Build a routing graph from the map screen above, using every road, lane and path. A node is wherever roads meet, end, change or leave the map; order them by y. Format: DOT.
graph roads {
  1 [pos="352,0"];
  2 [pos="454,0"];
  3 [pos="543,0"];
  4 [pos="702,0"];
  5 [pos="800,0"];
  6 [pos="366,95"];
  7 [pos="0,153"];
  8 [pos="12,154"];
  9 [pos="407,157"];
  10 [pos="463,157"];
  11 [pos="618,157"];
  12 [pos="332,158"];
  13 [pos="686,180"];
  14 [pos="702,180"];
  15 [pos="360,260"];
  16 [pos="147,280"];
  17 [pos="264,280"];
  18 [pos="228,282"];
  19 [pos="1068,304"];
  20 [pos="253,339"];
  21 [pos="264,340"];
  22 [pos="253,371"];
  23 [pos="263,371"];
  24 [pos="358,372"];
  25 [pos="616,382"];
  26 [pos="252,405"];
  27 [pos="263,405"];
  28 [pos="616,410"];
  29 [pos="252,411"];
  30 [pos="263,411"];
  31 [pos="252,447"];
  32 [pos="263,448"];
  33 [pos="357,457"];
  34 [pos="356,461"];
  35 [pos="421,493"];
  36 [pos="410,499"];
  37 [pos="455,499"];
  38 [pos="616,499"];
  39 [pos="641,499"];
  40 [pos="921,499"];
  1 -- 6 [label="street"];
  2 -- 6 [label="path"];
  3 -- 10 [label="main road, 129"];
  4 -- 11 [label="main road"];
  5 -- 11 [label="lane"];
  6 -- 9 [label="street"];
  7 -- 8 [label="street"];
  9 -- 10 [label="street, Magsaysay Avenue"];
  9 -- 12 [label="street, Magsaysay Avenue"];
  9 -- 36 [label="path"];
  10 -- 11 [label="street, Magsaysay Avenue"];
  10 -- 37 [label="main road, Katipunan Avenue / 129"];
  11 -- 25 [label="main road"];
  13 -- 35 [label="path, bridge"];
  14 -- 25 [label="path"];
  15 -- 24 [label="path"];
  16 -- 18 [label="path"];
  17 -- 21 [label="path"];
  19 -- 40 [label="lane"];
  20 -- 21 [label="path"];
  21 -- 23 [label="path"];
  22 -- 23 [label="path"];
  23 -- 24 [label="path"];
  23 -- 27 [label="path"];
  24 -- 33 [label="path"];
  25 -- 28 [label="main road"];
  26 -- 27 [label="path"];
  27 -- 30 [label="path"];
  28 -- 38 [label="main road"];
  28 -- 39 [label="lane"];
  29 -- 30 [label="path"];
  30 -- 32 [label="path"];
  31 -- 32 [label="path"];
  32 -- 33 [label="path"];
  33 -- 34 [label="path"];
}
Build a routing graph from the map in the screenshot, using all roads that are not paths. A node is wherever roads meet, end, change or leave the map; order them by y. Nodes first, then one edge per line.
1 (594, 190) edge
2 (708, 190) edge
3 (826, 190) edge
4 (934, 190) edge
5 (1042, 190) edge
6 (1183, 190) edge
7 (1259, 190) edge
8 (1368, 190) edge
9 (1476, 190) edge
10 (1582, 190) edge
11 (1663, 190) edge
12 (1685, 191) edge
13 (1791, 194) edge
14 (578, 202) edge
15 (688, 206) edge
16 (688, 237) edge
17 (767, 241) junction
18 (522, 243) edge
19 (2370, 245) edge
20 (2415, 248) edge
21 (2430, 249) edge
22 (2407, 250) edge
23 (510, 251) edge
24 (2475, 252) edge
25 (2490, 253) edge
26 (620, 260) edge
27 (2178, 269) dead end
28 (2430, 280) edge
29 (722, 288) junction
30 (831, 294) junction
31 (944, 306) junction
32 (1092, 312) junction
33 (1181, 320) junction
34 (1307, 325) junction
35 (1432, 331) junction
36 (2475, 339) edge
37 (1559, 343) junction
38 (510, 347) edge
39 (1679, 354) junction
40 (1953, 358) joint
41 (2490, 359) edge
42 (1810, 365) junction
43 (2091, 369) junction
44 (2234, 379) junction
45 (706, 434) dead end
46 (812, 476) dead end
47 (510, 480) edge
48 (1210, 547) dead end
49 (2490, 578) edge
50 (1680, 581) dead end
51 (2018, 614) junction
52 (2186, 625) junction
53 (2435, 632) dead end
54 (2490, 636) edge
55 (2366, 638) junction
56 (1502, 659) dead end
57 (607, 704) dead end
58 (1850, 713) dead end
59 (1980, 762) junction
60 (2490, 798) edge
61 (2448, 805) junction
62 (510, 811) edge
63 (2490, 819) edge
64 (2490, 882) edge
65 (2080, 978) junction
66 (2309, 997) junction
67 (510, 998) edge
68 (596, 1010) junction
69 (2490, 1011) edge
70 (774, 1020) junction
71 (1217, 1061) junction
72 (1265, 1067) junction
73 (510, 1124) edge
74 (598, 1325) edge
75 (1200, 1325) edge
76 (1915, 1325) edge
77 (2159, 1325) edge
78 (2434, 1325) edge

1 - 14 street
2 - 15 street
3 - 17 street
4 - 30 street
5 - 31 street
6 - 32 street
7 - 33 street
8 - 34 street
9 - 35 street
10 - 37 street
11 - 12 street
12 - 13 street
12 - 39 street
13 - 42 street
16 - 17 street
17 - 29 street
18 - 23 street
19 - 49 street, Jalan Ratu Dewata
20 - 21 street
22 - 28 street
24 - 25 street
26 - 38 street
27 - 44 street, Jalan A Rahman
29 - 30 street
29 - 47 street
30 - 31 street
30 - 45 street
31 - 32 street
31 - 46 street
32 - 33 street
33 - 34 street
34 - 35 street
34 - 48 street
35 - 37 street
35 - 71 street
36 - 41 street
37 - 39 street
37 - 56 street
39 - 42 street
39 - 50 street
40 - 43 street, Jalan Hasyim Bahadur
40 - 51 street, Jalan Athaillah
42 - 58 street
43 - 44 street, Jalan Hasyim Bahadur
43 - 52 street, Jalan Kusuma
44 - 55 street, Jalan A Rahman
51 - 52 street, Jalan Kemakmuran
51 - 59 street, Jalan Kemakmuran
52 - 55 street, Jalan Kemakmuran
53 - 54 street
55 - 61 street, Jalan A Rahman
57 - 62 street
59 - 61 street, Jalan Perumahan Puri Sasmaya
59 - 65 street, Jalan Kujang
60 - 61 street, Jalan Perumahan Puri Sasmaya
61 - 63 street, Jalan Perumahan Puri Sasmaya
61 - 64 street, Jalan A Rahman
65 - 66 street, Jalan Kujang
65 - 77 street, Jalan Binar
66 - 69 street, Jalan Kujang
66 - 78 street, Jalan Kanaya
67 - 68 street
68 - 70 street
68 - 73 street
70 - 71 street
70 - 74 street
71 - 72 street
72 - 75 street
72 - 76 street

- - - - -

§ **TASK TO CARRY OUT**
Copy out every line of the data where the word "Perumahan" occurs.

§ **ANSWER BOX**
59 - 61 street, Jalan Perumahan Puri Sasmaya
60 - 61 street, Jalan Perumahan Puri Sasmaya
61 - 63 street, Jalan Perumahan Puri Sasmaya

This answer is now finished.